Figure 3A depicts a cross-sectional side view of a gas distribution apparatus in accordance with some embodiments of the present invention. As shown in FIG. 3A, the gas distribution apparatus may include a fourth quartz layer 300 coupled to a side of the third quartz layer 226 opposite to the second quartz layer 208. The third gas chamber 302 may be formed between the third quartz layer 226 and one side of the fourth quartz layer 300, the side of the fourth quartz layer 300 being opposite to the third quartz layer 226. As illustrated in FIG. 3A, the third gas chamber 302 may be recessed into the fourth quartz layer 300 and covered by one side of the third quartz layer 226. However, the illustrated embodiment of the third plenum 302 is merely exemplary in nature, and the third plenum 302 may be partially disposed in each of the third quartz layer 226 and the fourth quartz layer 300, or Inside the fourth quartz layer 300.

One or more third conduits 304 can be configured to pass from the first side 204 through the first quartz layer 300 to the second side 206 and extend through the second quartz layer 208, the third quartz layer 226, and the fourth quartz layer 300. , as shown in Figures 3A through 3B Drawn. One or more third conduits 304 can be fluidly coupled to the third plenum 302 through the fourth quartz layer, as depicted in FIG. 3A. The one or more third conduits 304 can be substantially similar in structure to the one or more first conduits 218, with the difference that the one or more third conduits 304 extend upwardly through the additional layers 208, 226, however the one or The plurality of first conduits 218 extend only upwardly through the first quartz layer 200.

The third plenum 302 can be fluidly coupled to the plurality of openings 202 of the third set 306, as depicted in FIG. 3A. For example, the third plenum 300 can be coupled to the third set 306 in fluid communication via a plurality of conduits 310 (configured to pass through the second quartz layer 208 and the third quartz layer 226).
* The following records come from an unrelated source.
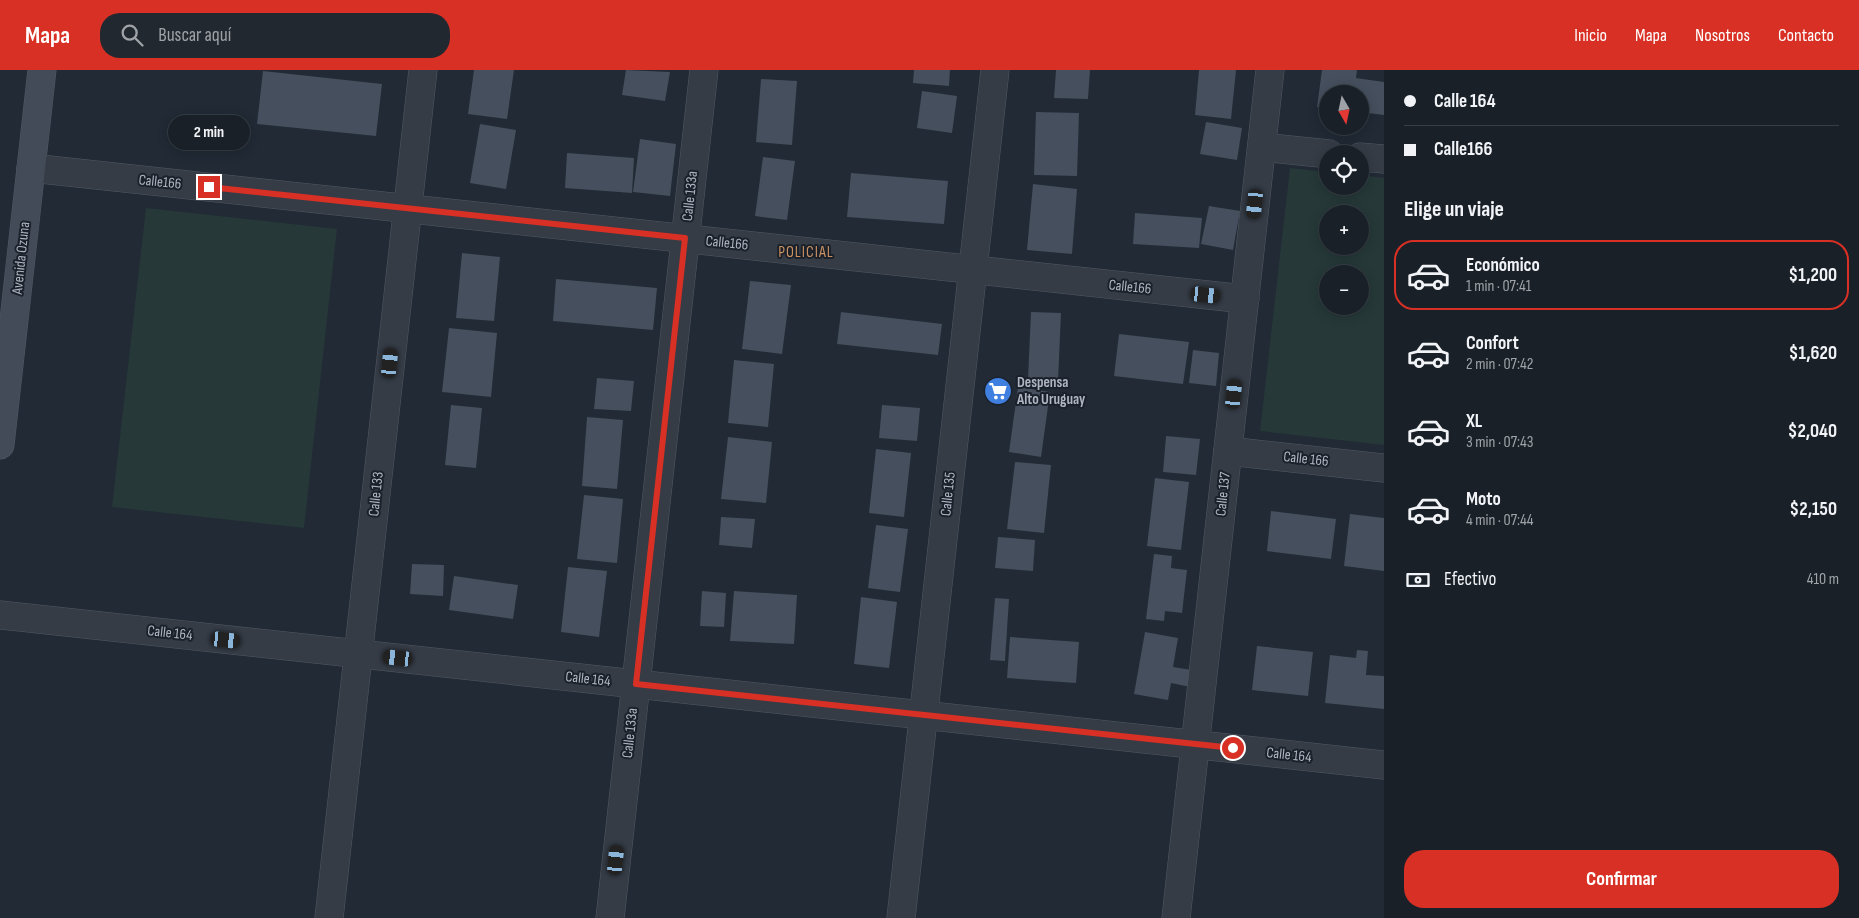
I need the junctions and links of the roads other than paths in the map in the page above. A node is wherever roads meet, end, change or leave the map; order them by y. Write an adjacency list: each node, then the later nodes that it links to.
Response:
1 (42, 70): 10 (main road, Avenida Ozuna)
2 (423, 70): 11 (street, Calle 133)
3 (704, 70): 12 (street, Calle 133a)
4 (995, 70): 13 (street, Calle 135)
5 (1270, 70): 6 (street, Calle 137)
6 (1262, 147): 7 (street); 14 (street, Calle 137)
7 (1319, 153)
8 (1369, 158): 9 (street)
9 (1384, 159)
10 (31, 168): 11 (street, Calle166); 15 (main road, Avenida Ozuna)
11 (408, 208): 12 (street, Calle166); 19 (street, Calle 133)
12 (685, 238): 13 (street, Calle166); 20 (street, Calle 133a)
13 (973, 270): 14 (street, Calle166); 21 (street, Calle 135)
14 (1244, 299): 16 (street, Calle 137)
15 (0, 446)
16 (1228, 451): 17 (street, Calle 166); 22 (street, Calle 137)
17 (1384, 468)
18 (0, 615): 19 (street, Calle 164)
19 (358, 654): 20 (street, Calle 164); 24 (street, Calle 133)
20 (636, 684): 21 (street, Calle 164); 25 (street, Calle 133a)
21 (923, 715): 22 (street, Calle 164); 26 (street, Calle 135)
22 (1195, 744): 23 (street, Calle 164); 27 (street, Calle 137)
23 (1384, 765)
24 (329, 918)
25 (610, 918)
26 (901, 918)
27 (1176, 918)

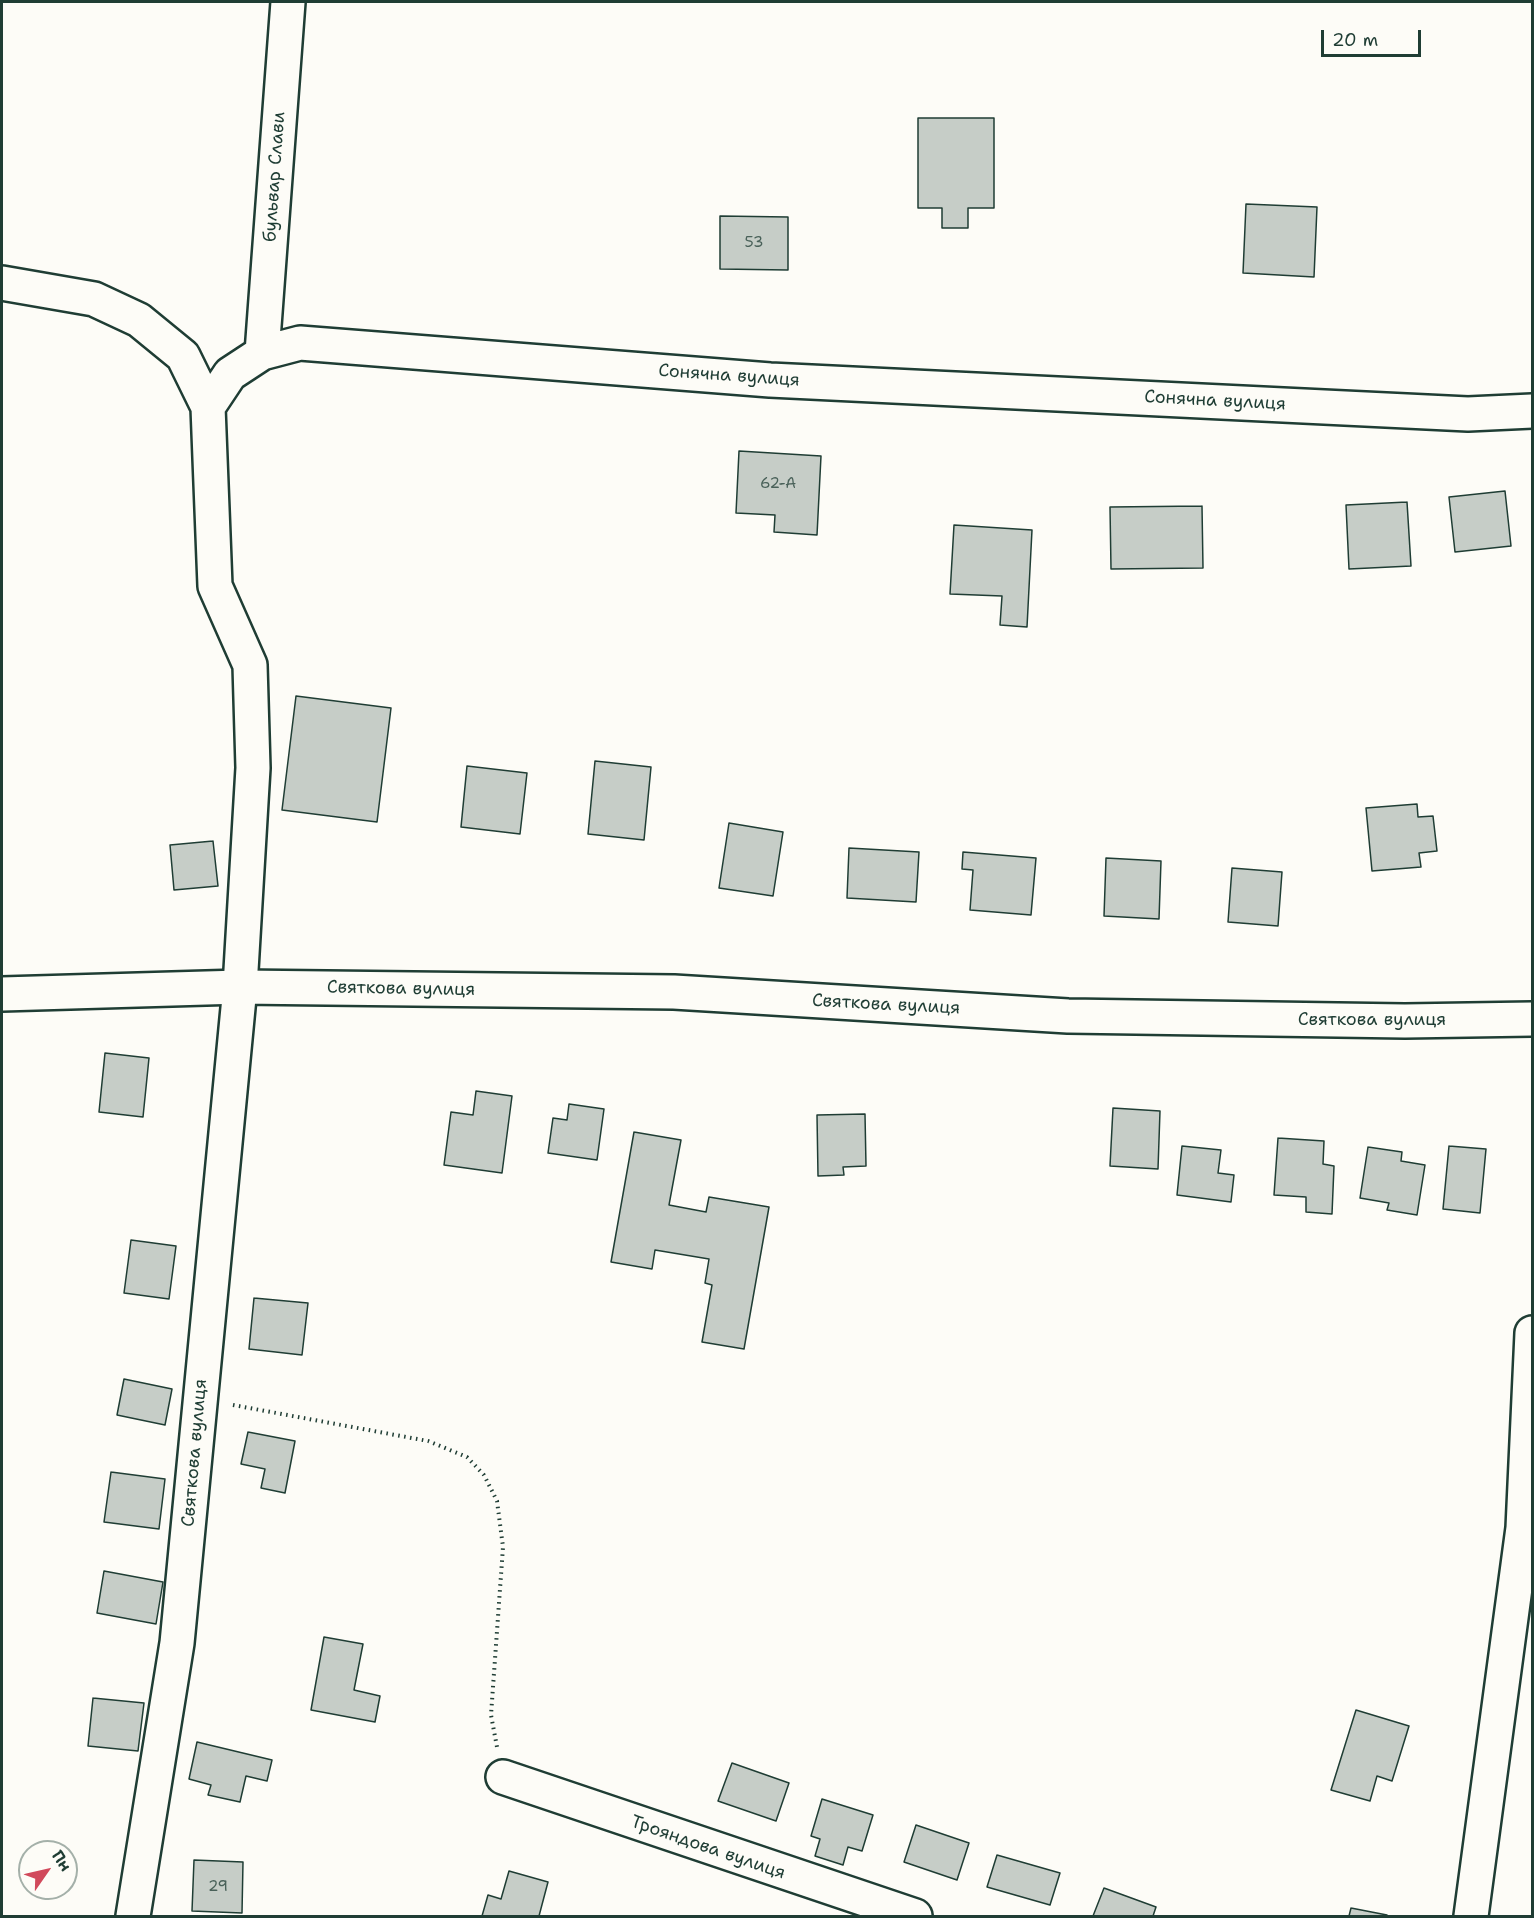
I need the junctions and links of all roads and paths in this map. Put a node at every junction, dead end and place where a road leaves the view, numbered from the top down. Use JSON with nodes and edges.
{"nodes":[{"id":1,"x":288,"y":2,"type":"edge"},
{"id":2,"x":2,"y":283,"type":"edge"},
{"id":3,"x":262,"y":353,"type":"junction"},
{"id":4,"x":207,"y":406,"type":"junction"},
{"id":5,"x":1533,"y":411,"type":"edge"},
{"id":6,"x":240,"y":987,"type":"junction"},
{"id":7,"x":2,"y":994,"type":"edge"},
{"id":8,"x":1533,"y":1019,"type":"edge"},
{"id":9,"x":1533,"y":1333,"type":"edge"},
{"id":10,"x":200,"y":1398,"type":"junction"},
{"id":11,"x":502,"y":1777,"type":"joint"},
{"id":12,"x":133,"y":1917,"type":"edge"},
{"id":13,"x":915,"y":1917,"type":"edge"},
{"id":14,"x":1471,"y":1917,"type":"edge"}],
"edges":[{"from":1,"to":3,"type":"street","name":"бульвар Слави"},
{"from":2,"to":4,"type":"street"},
{"from":3,"to":4,"type":"street","name":"Сонячна вулиця"},
{"from":3,"to":5,"type":"street","name":"Сонячна вулиця"},
{"from":4,"to":6,"type":"street"},
{"from":6,"to":7,"type":"street","name":"Святкова вулиця"},
{"from":6,"to":8,"type":"street","name":"Святкова вулиця"},
{"from":6,"to":10,"type":"street","name":"Святкова вулиця"},
{"from":9,"to":14,"type":"street"},
{"from":10,"to":11,"type":"path"},
{"from":10,"to":12,"type":"street","name":"Святкова вулиця"},
{"from":11,"to":13,"type":"street","name":"Трояндова вулиця"}]}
As shown in FIGS. 3A and 3C, the plurality of conduits 310 can include a plurality of first wall conduits 312 configured to pass through the plurality of first walls 216 of the first plenum 210, The plurality of openings 202 of the third set 306 are fluidly coupled to the third plenum 300. The plurality of first wall conduits 312 can allow gas to pass from the third plenum 300 through the first plenum 210 while maintaining isolation from the first plenum 210. Although shown in FIG. 3C, the plurality of conduits 310 pass through all of the first walls 216 of the plurality of first walls 216 of the first plenum 210 in the second quartz layer 208, the plurality of conduits 310 (including a plurality of firsts The wall conduits 312) can be arranged in the process chamber 110 in any desired configuration required to perform the present invention. For example, the plurality of conduits 310 can be arranged such that the plurality of first wall conduits 312 are non-uniformly disposed through less than all of the plurality of first walls 216 and/or between each of the first walls for processing the chamber The desired processing conditions are achieved in 110.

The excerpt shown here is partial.